Navigating the Changing Dynamics of Football Management: The Role of Coaches, Sporting Directors, and Player Transfers

Do you know what is, what I, I don’t understand nowadays is what I’d like to see change is. And not only at Newcastle, with every football club, because we’re now seeing more and more, it’s coaches, isn’t it? Rather than managers. We’re now seeing more and more sporting directors or chief executives or whatever, who are buying the players for the coach. Yet we’re seeing the coach having to come out and explain all these decisions and sometimes the coach hasn’t got a clue what’s going on. Me, Eddie said himself this week, I don’t, I, he didn’t really know.
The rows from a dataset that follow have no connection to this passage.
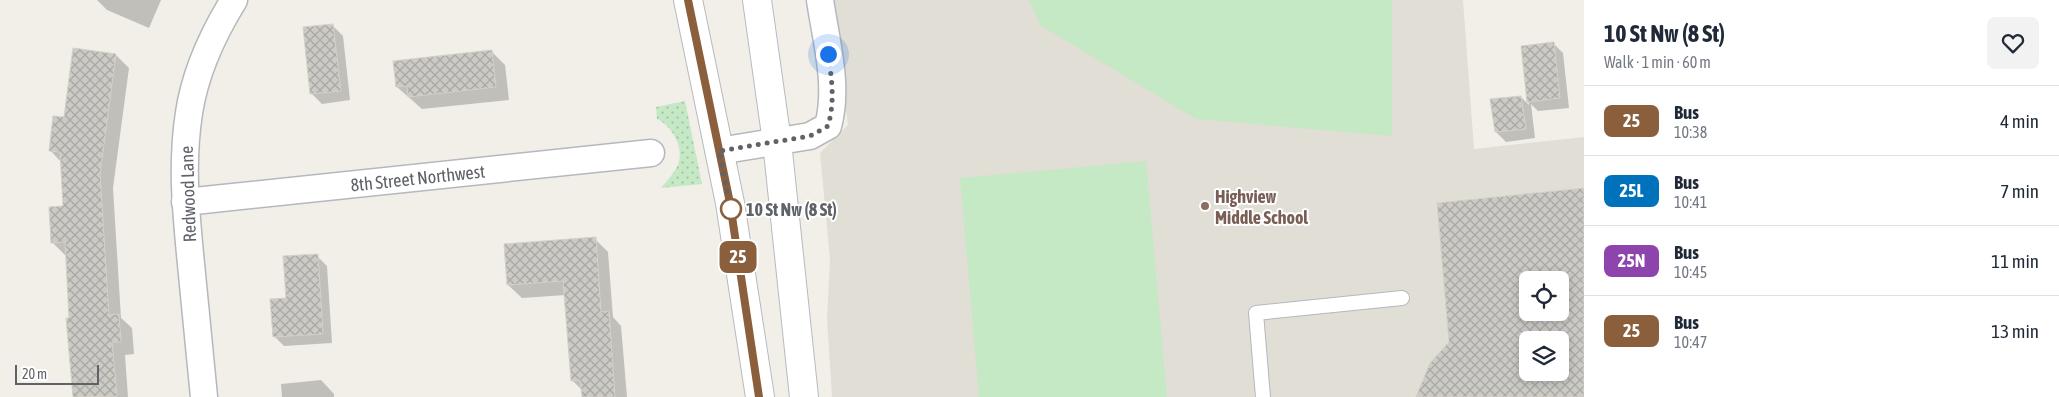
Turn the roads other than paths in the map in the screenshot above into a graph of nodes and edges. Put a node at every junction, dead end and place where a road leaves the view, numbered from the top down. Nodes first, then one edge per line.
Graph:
1 (234, 0) edge
2 (688, 0) edge
3 (757, 0) edge
4 (820, 0) edge
5 (777, 142) junction
6 (719, 151) junction
7 (651, 153) dead end
8 (185, 202) junction
9 (1402, 298) dead end
10 (204, 397) edge
11 (760, 397) edge
12 (804, 397) edge
13 (1263, 397) edge

1 - 8 street, Redwood Lane
2 - 6 main road
3 - 5 main road
4 - 5 street
5 - 6 street
5 - 12 main road
6 - 11 main road
7 - 8 street, 8th Street Northwest
8 - 10 street, Redwood Lane
9 - 13 lane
So I would like, I would like more sporting directors or whoever is making the decisions to then come out and explain and see how it is or what it is, because I don’t think it’s fair on the coach all the time to front up every single week and having to answer questions which they, they, they don’t know the answers to. Yeah, I wonder how much the, the, the coach has to say on transfers. And I suppose it varies at different clubs, but, I mean, if you’re the guy in charge of the team, you’re the guy in charge of selection, you’re in charge of the tactics, you need to have a, you need to have a say in the players that you bring in because they’ve got to fit into your system. Now, I’m sure a lot of them do. I, I listen to why We’re on the Tottenham Newcastle game. I listen to Angie Postocoglou last week saying, I have the final say. Um. And you can see that with the type of players that they’ve brought in, but I’m not sure that’s. That’s the case at too many clubs.